START Dataset excerpts

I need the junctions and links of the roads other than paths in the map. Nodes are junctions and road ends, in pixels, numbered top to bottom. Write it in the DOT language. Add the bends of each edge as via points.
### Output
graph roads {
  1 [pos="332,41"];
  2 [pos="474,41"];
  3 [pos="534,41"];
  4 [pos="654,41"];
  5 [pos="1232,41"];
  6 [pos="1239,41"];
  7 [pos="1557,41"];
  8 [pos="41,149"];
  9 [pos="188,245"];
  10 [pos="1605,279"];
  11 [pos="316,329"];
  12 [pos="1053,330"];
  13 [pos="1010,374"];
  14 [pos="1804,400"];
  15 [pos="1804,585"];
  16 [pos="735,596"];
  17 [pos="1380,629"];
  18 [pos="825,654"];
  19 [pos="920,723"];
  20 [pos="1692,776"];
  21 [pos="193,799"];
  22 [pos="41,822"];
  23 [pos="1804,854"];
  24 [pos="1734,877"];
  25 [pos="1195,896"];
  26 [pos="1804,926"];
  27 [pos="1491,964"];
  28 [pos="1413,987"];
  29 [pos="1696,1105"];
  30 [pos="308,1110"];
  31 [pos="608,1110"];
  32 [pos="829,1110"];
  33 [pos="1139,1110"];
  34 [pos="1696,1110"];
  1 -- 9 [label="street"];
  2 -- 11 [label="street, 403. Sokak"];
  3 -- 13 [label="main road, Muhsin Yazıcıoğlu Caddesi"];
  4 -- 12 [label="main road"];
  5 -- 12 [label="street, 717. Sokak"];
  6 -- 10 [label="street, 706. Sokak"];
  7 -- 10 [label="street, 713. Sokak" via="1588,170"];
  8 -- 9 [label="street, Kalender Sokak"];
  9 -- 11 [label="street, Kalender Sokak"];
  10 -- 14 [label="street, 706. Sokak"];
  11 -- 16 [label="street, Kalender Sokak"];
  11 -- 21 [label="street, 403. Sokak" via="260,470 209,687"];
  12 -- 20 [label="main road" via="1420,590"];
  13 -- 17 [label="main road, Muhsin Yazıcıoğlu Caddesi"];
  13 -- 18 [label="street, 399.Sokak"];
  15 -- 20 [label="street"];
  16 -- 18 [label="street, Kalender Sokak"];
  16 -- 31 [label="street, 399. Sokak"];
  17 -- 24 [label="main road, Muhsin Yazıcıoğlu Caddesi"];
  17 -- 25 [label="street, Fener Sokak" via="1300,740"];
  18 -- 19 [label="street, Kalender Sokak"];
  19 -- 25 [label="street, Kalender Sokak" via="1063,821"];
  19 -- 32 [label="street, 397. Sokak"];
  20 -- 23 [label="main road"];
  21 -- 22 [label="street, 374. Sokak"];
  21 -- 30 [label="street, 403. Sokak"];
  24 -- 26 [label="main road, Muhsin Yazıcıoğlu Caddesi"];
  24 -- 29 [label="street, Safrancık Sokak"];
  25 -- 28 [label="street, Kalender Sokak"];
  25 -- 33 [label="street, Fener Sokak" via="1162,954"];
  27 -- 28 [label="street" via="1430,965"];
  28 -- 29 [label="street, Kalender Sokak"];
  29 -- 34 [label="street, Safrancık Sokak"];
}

END Dataset excerpts

▶ _Exercise aim_
Check every line of the data above for the string "Caddesi", and copy those that have it.

▶ _Reply_
  3 -- 13 [label="main road, Muhsin Yazıcıoğlu Caddesi"];
  13 -- 17 [label="main road, Muhsin Yazıcıoğlu Caddesi"];
  17 -- 24 [label="main road, Muhsin Yazıcıoğlu Caddesi"];
  24 -- 26 [label="main road, Muhsin Yazıcıoğlu Caddesi"];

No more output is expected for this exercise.